Due to the fact that fecal transplants are not approved yet many people are doing it themselves at home. I found and interesting website where a guy who had ulcerative colitis for 12 years did at home fecal transplants and now is in complete remission (he started feeling much better only after 2 days). This sounds good to some people but I personally worry about whether people are doing it correctly, the risks involved, and these people are also not screening the poo that they use to transplant which can present risks.  Right now donors are usually family members or relatives since their medical condition is usually known. The largest cost of the whole procedure is screening the donor which can cost $1,000 according to this article.

This article discusses how the fools at the FDA seem confused since “feces” doesn’t fit into anyone of their main categories. We need many doctors and patients experimenting with fecal transplant in order to spread knowledge of the best way of doing the procedure. Knowledge is power. It looks as if fecal transplants may have a role in ulcerative colitis but time will tell if it can help for Crohn’s. I would also wouldn’t mind seeing a market for feces where people could give it and collect money for it like they do for sperm or blood. Companies could pop up that would screen the feces and could grade it and let people decide which kind they wanted to supply. I have a feeling drug companies might be interest as well because they pay be able to find a mechanism that works similarly like feces to give the same result. Given there are 500,000 cases of c diff every year we will need a lot crap. Also it would be interesting to see if fecal transplants can help other autoimmune diseases like psoriasis, rheumatoid arthritis or other things like acne, Parkinson’s. Every day that goes by is another day a patient suffers. People need to get over the gross factor and we need to start doing things that are proven to work. 

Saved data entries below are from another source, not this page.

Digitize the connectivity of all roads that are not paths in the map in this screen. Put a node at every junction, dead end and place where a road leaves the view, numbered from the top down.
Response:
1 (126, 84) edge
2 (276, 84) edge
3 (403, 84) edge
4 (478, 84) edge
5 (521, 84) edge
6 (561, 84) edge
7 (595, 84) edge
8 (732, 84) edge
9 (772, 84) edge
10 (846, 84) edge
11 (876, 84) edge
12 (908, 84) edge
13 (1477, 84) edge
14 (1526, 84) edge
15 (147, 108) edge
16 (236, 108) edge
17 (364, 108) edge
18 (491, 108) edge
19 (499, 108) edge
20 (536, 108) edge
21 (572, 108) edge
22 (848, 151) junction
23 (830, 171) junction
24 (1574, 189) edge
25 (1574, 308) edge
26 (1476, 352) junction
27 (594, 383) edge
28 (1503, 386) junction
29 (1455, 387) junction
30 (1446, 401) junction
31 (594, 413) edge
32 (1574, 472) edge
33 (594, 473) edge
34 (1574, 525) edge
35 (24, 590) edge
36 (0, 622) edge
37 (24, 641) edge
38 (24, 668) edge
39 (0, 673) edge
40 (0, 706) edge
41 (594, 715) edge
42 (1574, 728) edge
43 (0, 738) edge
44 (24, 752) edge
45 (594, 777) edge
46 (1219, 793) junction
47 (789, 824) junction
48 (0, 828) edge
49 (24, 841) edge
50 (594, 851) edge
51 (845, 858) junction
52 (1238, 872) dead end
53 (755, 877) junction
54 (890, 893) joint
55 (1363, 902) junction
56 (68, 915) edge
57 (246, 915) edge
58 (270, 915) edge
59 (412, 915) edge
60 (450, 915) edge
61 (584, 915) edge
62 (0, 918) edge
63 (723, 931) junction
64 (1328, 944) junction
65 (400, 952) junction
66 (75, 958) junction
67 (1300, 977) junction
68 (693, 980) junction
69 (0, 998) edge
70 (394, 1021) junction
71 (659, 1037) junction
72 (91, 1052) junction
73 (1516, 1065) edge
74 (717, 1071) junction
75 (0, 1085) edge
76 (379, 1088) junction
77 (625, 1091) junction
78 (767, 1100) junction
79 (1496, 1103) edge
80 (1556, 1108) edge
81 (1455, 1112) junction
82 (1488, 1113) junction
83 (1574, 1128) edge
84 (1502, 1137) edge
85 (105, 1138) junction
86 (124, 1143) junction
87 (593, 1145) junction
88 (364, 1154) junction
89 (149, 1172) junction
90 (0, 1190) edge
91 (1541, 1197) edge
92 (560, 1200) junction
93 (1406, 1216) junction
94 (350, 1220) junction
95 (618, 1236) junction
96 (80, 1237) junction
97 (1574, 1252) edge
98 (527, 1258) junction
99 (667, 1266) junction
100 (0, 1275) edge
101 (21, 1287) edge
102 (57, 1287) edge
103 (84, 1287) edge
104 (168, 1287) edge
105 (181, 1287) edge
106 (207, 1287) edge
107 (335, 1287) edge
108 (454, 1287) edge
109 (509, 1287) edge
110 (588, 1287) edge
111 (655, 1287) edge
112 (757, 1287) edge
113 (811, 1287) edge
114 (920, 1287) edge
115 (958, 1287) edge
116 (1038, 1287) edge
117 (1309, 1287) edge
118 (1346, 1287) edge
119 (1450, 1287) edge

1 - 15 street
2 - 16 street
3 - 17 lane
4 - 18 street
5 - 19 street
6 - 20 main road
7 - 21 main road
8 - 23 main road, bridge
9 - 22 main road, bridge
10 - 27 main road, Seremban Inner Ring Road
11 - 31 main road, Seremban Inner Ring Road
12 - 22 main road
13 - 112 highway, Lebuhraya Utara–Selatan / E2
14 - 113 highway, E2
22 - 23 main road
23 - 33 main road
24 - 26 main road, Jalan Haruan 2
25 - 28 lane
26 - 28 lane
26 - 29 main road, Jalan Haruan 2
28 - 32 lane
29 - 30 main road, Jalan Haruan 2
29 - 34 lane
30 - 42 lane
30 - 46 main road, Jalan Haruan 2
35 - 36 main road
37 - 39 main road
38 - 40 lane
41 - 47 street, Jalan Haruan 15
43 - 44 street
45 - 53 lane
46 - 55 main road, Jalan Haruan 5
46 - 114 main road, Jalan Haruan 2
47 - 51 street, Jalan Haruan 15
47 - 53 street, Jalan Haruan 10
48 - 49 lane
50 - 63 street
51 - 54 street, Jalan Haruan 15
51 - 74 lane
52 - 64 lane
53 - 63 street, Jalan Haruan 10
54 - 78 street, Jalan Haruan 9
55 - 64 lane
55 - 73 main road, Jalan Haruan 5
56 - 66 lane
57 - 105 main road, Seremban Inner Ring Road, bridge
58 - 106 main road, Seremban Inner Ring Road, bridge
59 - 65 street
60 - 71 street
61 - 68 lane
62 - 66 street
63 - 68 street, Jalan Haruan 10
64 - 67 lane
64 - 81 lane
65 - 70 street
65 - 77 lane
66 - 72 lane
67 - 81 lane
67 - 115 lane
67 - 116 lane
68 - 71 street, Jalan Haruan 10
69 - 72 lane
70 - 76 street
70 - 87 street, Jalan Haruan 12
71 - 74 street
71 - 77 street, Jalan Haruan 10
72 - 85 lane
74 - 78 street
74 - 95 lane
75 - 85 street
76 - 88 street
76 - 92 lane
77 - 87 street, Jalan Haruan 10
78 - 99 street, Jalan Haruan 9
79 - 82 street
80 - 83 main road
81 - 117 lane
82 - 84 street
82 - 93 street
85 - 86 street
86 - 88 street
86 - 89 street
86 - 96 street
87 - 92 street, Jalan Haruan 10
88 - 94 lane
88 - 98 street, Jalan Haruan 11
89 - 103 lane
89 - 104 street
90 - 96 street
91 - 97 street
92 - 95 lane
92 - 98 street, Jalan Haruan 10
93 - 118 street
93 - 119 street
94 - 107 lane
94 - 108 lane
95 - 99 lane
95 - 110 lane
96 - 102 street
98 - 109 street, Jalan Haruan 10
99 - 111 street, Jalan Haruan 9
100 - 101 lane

Health Update and C Difficle Cure

I am not sure if I am entering another flare or not. Although, I am not a GI I think eating a brownie sundae both Friday night and Saturday night did not help. I am working this week on my diet to see if I can shake it off. My stools are somewhat loose however I don’t have much pain. The pain I had in the last flare up I was staying up at night and could feel the stabbing pain in my stomach. There have been some instances where I have had a flare for one day and then the next day I am perfectly fine. Next week I see my GI and I have a bunch of questions for him so hopefully that will help.

In somewhat IBD related news there now might be a possible cure for c. difficle with “fake” stools. Researcher Dr. Emma Allen-Vercoe and her research team created an artificial stool which is grown in the Robo-gut (looks like vanilla milkshake). The procedure is seen as a super probotic. Normally fecal transplants are done which can knock out the c.diff but is not pleasant for patients. Doing the fecal transplant repopulates a person’s colon.

When I was in the hospital my father was 110% sure I had c.diff. He kept asking the doctors to run stool analysis tests and he researched the way stool analysis had to be done and my GI told him that he was pretty sure it was Crohn’s before the colonoscopy and then confirmed I had Crohn’s after.

I would love to see this tried first in more people with c.diff and then people with IBD to see if there is any help it can provide. The problem is often times these things can take years to get onto the market because of approval, compliance, regulation, and other burdensome requirements.